CHP’yi ulusalcı ve Ergenekoncu bir kuşatmanın sardığını ifade eden Orakoğlu, “Bu açıktır. Bunun yanında CHP’nin kendi içinde ayrılarak ulusalcı ve Ergenekoncu bir başka parti ile bölünmesi de muhtemeldir. Bu tür eylemlerdeki amaç her ne kadar basit olarak çevreyi ve doğayı korumak olarak görünse de bunun arkasında ciddi marjinal gruplar, Suriye politikasını yeren CHP vardır” dedi.
“BAŞBAKANLIK’A GİRİLMEK İSTENMESİ
PSİKOLOJİK BİR HAREKÂTTIR”
AK Parti Kahramanmaraş Milletvekili Nevzat Pakdil de, marjinal grupların ağaç savunmanın dışına çıkarak İstanbul Dolmabahçe’deki Başbakanlık Çalışma Ofisi’ne girmeye çalışmasını ve Ankara’ya sıçrayan gösterilerde Başbakanlık’a yürünmek istenmesini değerlendirdi. Pakdil, “Bu gösteriler iktidarı sindirmeye yönelik psikolojik harekâtlardır. Amacının dışına çıkan gösteriler, Başbakanlık’a yönelik saldırı girişimleri bunun bir göstergesidir. Bütün hukukî kurallar çiğnenmek istenerek cebir yoluyla sonuç alınmaya çalışılıyor. Bu eylemlerde şiddetle gözdağı verilmeye çalışılmıştır” dedi.
Başbakan Erdoğan’ın bugün dünya liderlerinden birisi olduğuna dikkat çeken Pakdil, “Türkiye’de 3 seçimi arka arkaya kazanmış, 2 tane yerel seçim kazanmış, 2 tane referandum kazanmış iktidarın en iyisi ve teki. Başbakanlık Ofisi’ne saldırılarak güvenlik zafiyeti imajı verilmeye çalışılmıştır. Buradaki amaç dışarıya karşı imaj zedelemektir.
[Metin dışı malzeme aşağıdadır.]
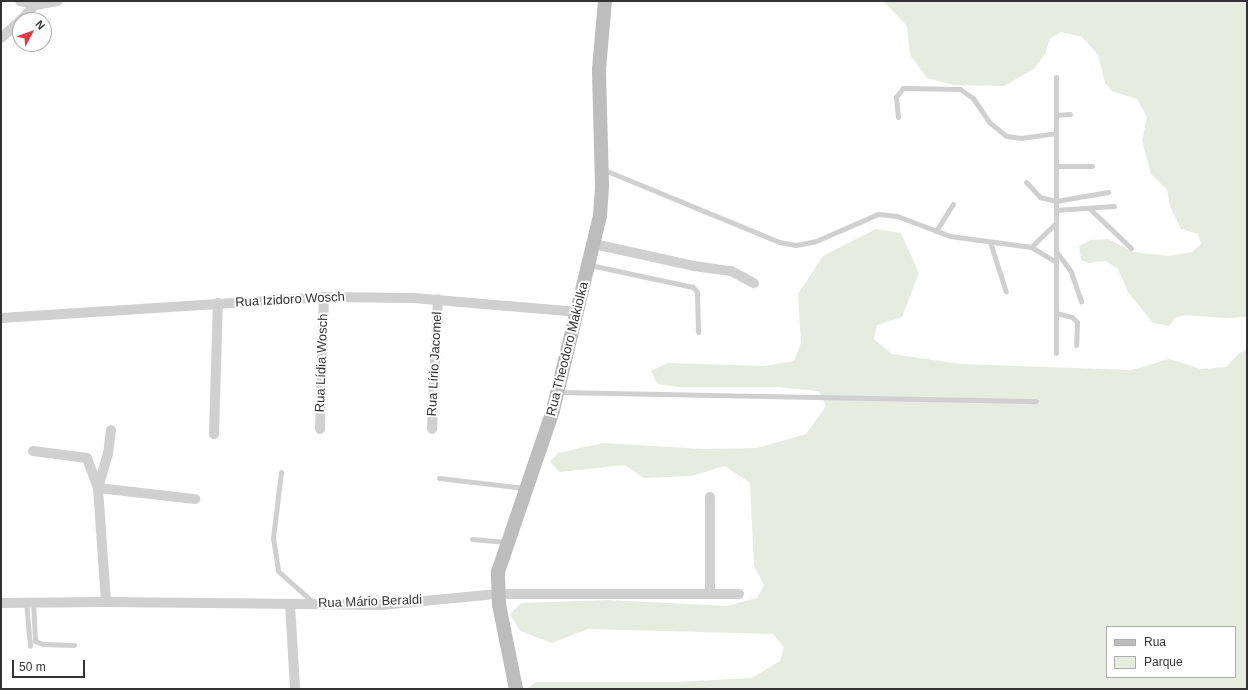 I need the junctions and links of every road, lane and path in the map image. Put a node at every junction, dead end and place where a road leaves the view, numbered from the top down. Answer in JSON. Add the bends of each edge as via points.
{"nodes":[{"id":1,"x":20,"y":1,"type":"edge"},
{"id":2,"x":58,"y":1,"type":"edge"},
{"id":3,"x":605,"y":1,"type":"edge"},
{"id":4,"x":35,"y":5,"type":"junction"},
{"id":5,"x":29,"y":12,"type":"edge"},
{"id":6,"x":12,"y":29,"type":"edge"},
{"id":7,"x":1,"y":38,"type":"edge"},
{"id":8,"x":1056,"y":77,"type":"dead end"},
{"id":9,"x":1070,"y":114,"type":"dead end"},
{"id":10,"x":1056,"y":115,"type":"junction"},
{"id":11,"x":898,"y":117,"type":"dead end"},
{"id":12,"x":1056,"y":134,"type":"junction"},
{"id":13,"x":1056,"y":166,"type":"junction"},
{"id":14,"x":1092,"y":166,"type":"dead end"},
{"id":15,"x":602,"y":169,"type":"junction"},
{"id":16,"x":1026,"y":182,"type":"dead end"},
{"id":17,"x":1108,"y":192,"type":"dead end"},
{"id":18,"x":1056,"y":201,"type":"junction"},
{"id":19,"x":953,"y":204,"type":"dead end"},
{"id":20,"x":1114,"y":206,"type":"dead end"},
{"id":21,"x":1089,"y":208,"type":"junction"},
{"id":22,"x":1056,"y":210,"type":"junction"},
{"id":23,"x":1056,"y":224,"type":"junction"},
{"id":24,"x":936,"y":231,"type":"junction"},
{"id":25,"x":990,"y":242,"type":"junction"},
{"id":26,"x":594,"y":244,"type":"junction"},
{"id":27,"x":1031,"y":247,"type":"junction"},
{"id":28,"x":1130,"y":248,"type":"dead end"},
{"id":29,"x":1056,"y":251,"type":"junction"},
{"id":30,"x":1056,"y":262,"type":"junction"},
{"id":31,"x":589,"y":265,"type":"junction"},
{"id":32,"x":754,"y":283,"type":"dead end"},
{"id":33,"x":1006,"y":292,"type":"dead end"},
{"id":34,"x":324,"y":297,"type":"junction"},
{"id":35,"x":438,"y":300,"type":"junction"},
{"id":36,"x":1081,"y":301,"type":"dead end"},
{"id":37,"x":218,"y":303,"type":"junction"},
{"id":38,"x":578,"y":312,"type":"junction"},
{"id":39,"x":1056,"y":313,"type":"junction"},
{"id":40,"x":1,"y":318,"type":"edge"},
{"id":41,"x":698,"y":332,"type":"dead end"},
{"id":42,"x":1076,"y":345,"type":"dead end"},
{"id":43,"x":1056,"y":354,"type":"dead end"},
{"id":44,"x":558,"y":392,"type":"junction"},
{"id":45,"x":1036,"y":401,"type":"dead end"},
{"id":46,"x":320,"y":429,"type":"dead end"},
{"id":47,"x":432,"y":429,"type":"dead end"},
{"id":48,"x":111,"y":430,"type":"dead end"},
{"id":49,"x":214,"y":434,"type":"dead end"},
{"id":50,"x":33,"y":451,"type":"dead end"},
{"id":51,"x":281,"y":472,"type":"dead end"},
{"id":52,"x":440,"y":478,"type":"dead end"},
{"id":53,"x":98,"y":488,"type":"junction"},
{"id":54,"x":527,"y":488,"type":"junction"},
{"id":55,"x":710,"y":497,"type":"dead end"},
{"id":56,"x":195,"y":499,"type":"dead end"},
{"id":57,"x":472,"y":539,"type":"dead end"},
{"id":58,"x":507,"y":542,"type":"junction"},
{"id":59,"x":498,"y":594,"type":"junction"},
{"id":60,"x":710,"y":594,"type":"junction"},
{"id":61,"x":740,"y":594,"type":"dead end"},
{"id":62,"x":29,"y":602,"type":"junction"},
{"id":63,"x":106,"y":602,"type":"junction"},
{"id":64,"x":1,"y":603,"type":"edge"},
{"id":65,"x":290,"y":604,"type":"junction"},
{"id":66,"x":315,"y":604,"type":"junction"},
{"id":67,"x":74,"y":645,"type":"dead end"},
{"id":68,"x":30,"y":646,"type":"dead end"},
{"id":69,"x":295,"y":689,"type":"edge"},
{"id":70,"x":516,"y":689,"type":"edge"}],
"edges":[{"from":1,"to":4,"type":"street"},
{"from":2,"to":4,"type":"street"},
{"from":3,"to":15,"type":"main road","name":"Rua Theodoro Makiolka","via":[[599,69]]},
{"from":4,"to":5,"type":"street"},
{"from":6,"to":7,"type":"street"},
{"from":8,"to":10,"type":"lane"},
{"from":9,"to":10,"type":"lane"},
{"from":10,"to":12,"type":"lane"},
{"from":11,"to":12,"type":"lane","via":[[896,97],[904,88],[960,89],[973,98],[990,122],[1006,136],[1021,138]]},
{"from":12,"to":13,"type":"lane"},
{"from":13,"to":14,"type":"lane"},
{"from":13,"to":18,"type":"lane"},
{"from":15,"to":24,"type":"lane","via":[[779,242],[796,245],[816,241],[878,214],[897,216]]},
{"from":15,"to":26,"type":"main road","name":"Rua Theodoro Makiolka","via":[[602,202]]},
{"from":16,"to":18,"type":"lane","via":[[1040,197]]},
{"from":17,"to":18,"type":"lane"},
{"from":18,"to":22,"type":"lane"},
{"from":19,"to":24,"type":"lane"},
{"from":20,"to":21,"type":"lane"},
{"from":21,"to":22,"type":"lane"},
{"from":21,"to":28,"type":"lane"},
{"from":22,"to":23,"type":"lane"},
{"from":23,"to":27,"type":"lane"},
{"from":23,"to":29,"type":"lane"},
{"from":24,"to":25,"type":"lane","via":[[950,236]]},
{"from":25,"to":27,"type":"lane"},
{"from":25,"to":33,"type":"lane"},
{"from":26,"to":31,"type":"main road","name":"Rua Theodoro Makiolka"},
{"from":26,"to":32,"type":"street","via":[[649,257],[731,271]]},
{"from":27,"to":30,"type":"lane"},
{"from":29,"to":30,"type":"lane"},
{"from":29,"to":36,"type":"lane","via":[[1071,272]]},
{"from":30,"to":39,"type":"lane"},
{"from":31,"to":38,"type":"main road","name":"Rua Theodoro Makiolka"},
{"from":31,"to":41,"type":"lane","via":[[693,287],[697,292]]},
{"from":34,"to":35,"type":"street","name":"Rua Izidoro Wosch"},
{"from":34,"to":37,"type":"street","name":"Rua Izidoro Wosch"},
{"from":34,"to":46,"type":"street","name":"Rua Lídia Wosch"},
{"from":35,"to":38,"type":"street","name":"Rua Izidoro Wosch"},
{"from":35,"to":47,"type":"street","name":"Rua Lírio Jacomel"},
{"from":37,"to":40,"type":"street","name":"Rua Izidoro Wosch"},
{"from":37,"to":49,"type":"street"},
{"from":38,"to":44,"type":"main road","name":"Rua Theodoro Makiolka"},
{"from":39,"to":42,"type":"lane","via":[[1072,317],[1077,322]]},
{"from":39,"to":43,"type":"lane"},
{"from":44,"to":45,"type":"lane"},
{"from":44,"to":54,"type":"main road","name":"Rua Theodoro Makiolka"},
{"from":48,"to":53,"type":"street","via":[[108,454]]},
{"from":50,"to":53,"type":"street","via":[[87,458]]},
{"from":51,"to":66,"type":"lane","via":[[273,538],[278,570]]},
{"from":52,"to":54,"type":"lane"},
{"from":53,"to":56,"type":"street"},
{"from":53,"to":63,"type":"street"},
{"from":54,"to":58,"type":"main road","name":"Rua Theodoro Makiolka"},
{"from":55,"to":60,"type":"street"},
{"from":57,"to":58,"type":"lane"},
{"from":58,"to":59,"type":"main road","name":"Rua Theodoro Makiolka","via":[[498,572]]},
{"from":59,"to":60,"type":"street","name":"Rua Mário Beraldi"},
{"from":59,"to":66,"type":"street","name":"Rua Mário Beraldi","via":[[387,604]]},
{"from":59,"to":70,"type":"main road","name":"Rua Theodoro Makiolka"},
{"from":60,"to":61,"type":"street","name":"Rua Mário Beraldi"},
{"from":62,"to":63,"type":"street","name":"Rua Mário Beraldi"},
{"from":62,"to":64,"type":"street","name":"Rua Mário Beraldi"},
{"from":62,"to":67,"type":"lane","via":[[34,641],[43,644]]},
{"from":62,"to":68,"type":"lane"},
{"from":63,"to":65,"type":"street","name":"Rua Mário Beraldi"},
{"from":65,"to":66,"type":"street","name":"Rua Mário Beraldi"},
{"from":65,"to":69,"type":"street"}]}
Başbakan Erdoğan’ın demokratik yönetimi, vesayet rejimine karşı mücadelesi zedelenmeye çalışılmıştır” diye konuştu.
Söz konusu eylemlerin Türkiye’nin huzurunu bozmak isteyen insanların provokatif eylemler olduğuna dikkat çeken Pakdil, “Sadece Gezi Parkı’yla ilgili yapılacak olan bir düzenleme yüzünden çıkan bu kargaşa daha farklı şekilde de olabilirdi. İnsanlar bu tip çalışmaları beğenmeyebilir ve daha farklı şekilde çeşit çeşit protesto şekilleri de vardır. Her kanunun kendine göre bir disiplini vardır. Belli bir durum söz konusu ise bile insanlara zarar vermeyeceksiniz. Ama burada görülüyor ki çevreye ve işyerlerine zarar veriliyor. Ülkede bir huzursuzluk ortamı çıkarılmaya çalışılıyor” şeklinde konuştu.